Steve Brine, the Tory chair of the health select committee, said vacancies in adult social care had fallen to 152,000 because of entrants using the shortage occupations list while there were 121,000 vacancies in the NHS in September. “Who did ministers consult ahead of today’s legal migration announcement?” he asked.

The announcement goes much further than anticipated and in effect revives the pre-Brexit immigration system, when skilled non-EU workers largely required degrees. Home Office figures showed that visas granted to foreign health and social care workers more than doubled to 143,990 in the year to September. Those workers brought in a total of 173,896 dependants.

The Migration Advisory Committee urged the government to scrap the shortage occupation list earlier this year because of concerns that it was increasingly being used by companies in low-wage sectors to hire cheap foreign labour instead of recruiting domestic workers.

In 2010, David Cameron promised to bring annual net migration down into the tens of thousands. But the figure has remained high and risen significantly since Brexit, with most people coming from non-EU countries.

After fighting a Brexit campaign driven in part by claims the UK would be able to control its own borders, net migration has soared under the Conservatives in the years since the 2016 referendum.

Rishi Sunak has previously put much of his focus on illegal migration, making a vow to “stop the boats” one of the five central promises of his premiership.

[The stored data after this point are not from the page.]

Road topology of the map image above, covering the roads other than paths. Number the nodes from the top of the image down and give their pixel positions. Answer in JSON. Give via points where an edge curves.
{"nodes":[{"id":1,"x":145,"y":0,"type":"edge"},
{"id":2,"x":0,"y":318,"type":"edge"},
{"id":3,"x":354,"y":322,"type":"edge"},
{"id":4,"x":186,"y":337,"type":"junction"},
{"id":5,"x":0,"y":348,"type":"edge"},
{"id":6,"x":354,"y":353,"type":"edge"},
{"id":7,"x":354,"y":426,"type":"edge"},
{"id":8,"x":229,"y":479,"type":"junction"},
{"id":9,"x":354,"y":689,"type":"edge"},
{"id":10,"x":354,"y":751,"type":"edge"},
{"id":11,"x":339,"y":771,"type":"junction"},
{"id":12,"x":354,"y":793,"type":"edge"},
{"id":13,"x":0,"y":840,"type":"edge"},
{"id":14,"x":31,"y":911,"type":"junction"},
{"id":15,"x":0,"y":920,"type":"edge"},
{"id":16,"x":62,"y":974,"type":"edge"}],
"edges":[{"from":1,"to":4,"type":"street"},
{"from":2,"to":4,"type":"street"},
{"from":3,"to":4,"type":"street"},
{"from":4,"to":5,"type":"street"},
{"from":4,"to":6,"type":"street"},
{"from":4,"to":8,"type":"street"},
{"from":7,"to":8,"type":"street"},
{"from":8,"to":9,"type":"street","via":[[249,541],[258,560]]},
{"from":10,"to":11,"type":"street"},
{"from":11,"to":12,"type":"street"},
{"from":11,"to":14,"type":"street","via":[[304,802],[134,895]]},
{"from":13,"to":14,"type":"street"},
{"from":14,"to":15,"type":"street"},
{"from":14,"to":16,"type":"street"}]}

The relaunch of plans for Rwanda deportation flights, via a new treaty and new legislation, is also expected to be announced. Cleverly is expected to fly to Kigali in the next 24 hours to sign a treaty.

Tory election strategists regard migration as a key battle line with the Labour party, which continues to lead the Conservatives in opinion polls by about 20 percentage points.

The next general election must be held by January 2025 and is widely expected to take place next autumn.